A friend who was travelling through Paris on his way home to Germany mentioned that his neighbor would be making dinner for him when he got back that evening. I congratulated him on having such a nice neighbor, and he chuckled before explaining that he had simply called her earlier in the day to say that his fridge was empty, his apartment cold, and to ask whether she would be willing to share her dinner with him!
She was only too happy to help out.
How many times have you found out after the fact that someone could have used your help, but didn’t ask? How often have you said something like: «I would have picked you up!» or «why didn’t you tell me?» or «why didn’t you call – I would have done it with pleasure!»
In such circumstances we often feel cheated, that it’s a pity that our friends don’t reach out to ask for our help. On the other hand very often we don’t ask for help ourselves, as we prefer not to ‘bother’ someone.
How about if you dared to ask? Rather than killing two birds with one stone, you might just make TWO people happy with one request.
Until very recently, whenever somebody mentioned the word “muse”, I immediately associated it with the following image: a scantily clad Rubenesque female form, lasciviously draped on a chaise-longue with a come-hither look. No idea where that came from, but that is what came to mind whenever I heard the word ‘muse’.
So I was a bit taken aback when one of my business partners told me with earnest enthusiasm that I was a muse for him.
What?! How dare he! Still, before busting him in the chops, I googled the actual meaning of the word. And I found out what most people already know. The definition of a muse is simply someone who inspires or who offers good advice!
I knew from feedback over the years that I am often an inspiring consultant and trainer for my clients, but being their MUSE put a new edge on things, in both the way I saw myself and how I viewed my business. I am not convinced that I’ll change the title on my business cards, but knowing that I am a muse to someone definitely inspires me to give my best.
And you? What title would inspire you to give more of your best?
A while back my friend and I caught ourselves drooling over a travel brochure for horseback riding. For years we’ve been dreaming about combining our passion for riding with some kind of safari. But where? When? Which travel agent?
Jokingly, I suggest that we should do the trip in November in order to escape the greyness of the weather in Paris at that time of year. She liked that idea, and then built on it by quoting Walt Disney:
« The difference between a dream and a project is a deadline. »
With that, our dream of riding through sumptuous landscapes looking for wild animals had become a project. The train was moving. Good-bye catalogues. Hello saddle sores!
And you? Do any of your dreams need a deadline?
A dear friend with a rich spiritual life says that our mission in life is to learn how to love.
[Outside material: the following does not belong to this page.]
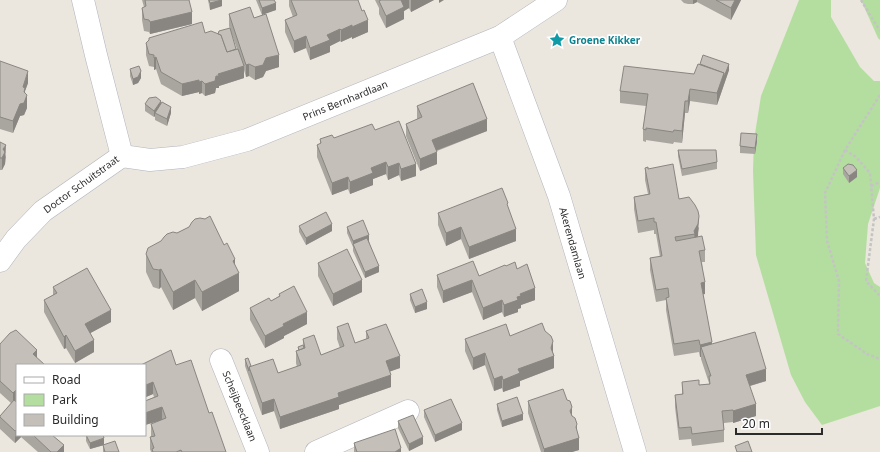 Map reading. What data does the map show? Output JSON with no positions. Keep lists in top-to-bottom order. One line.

He says it’s part of the contract while we are here. And, if we don’t succeed, our soul comes back – again and again – until it learns the lesson. In short, hell.
“Why don’t you say ‘I love you’ to the people who are dear to your heart”, he challenges me. “And don’t limit it to just your family!”
“And, when someone says ‘I love you’ to you, don’t offer a cowardly, ‘me too’! Say it back. You’ll see that the energy released by these three little words is incredibly powerful. You can say ‘I love you’ to a lot of people, without having to marry all of them”, he adds with a smile.
His challenge made me curious, so I started with a few people who already know that I am a little bit nuts. I tried a variety of different ways: face-to-face, by text message, and by email. The results have been absolutely incredible. Everyone I reached out to was touched by my offering, and without exception they reciprocated with warmth and enthusiasm.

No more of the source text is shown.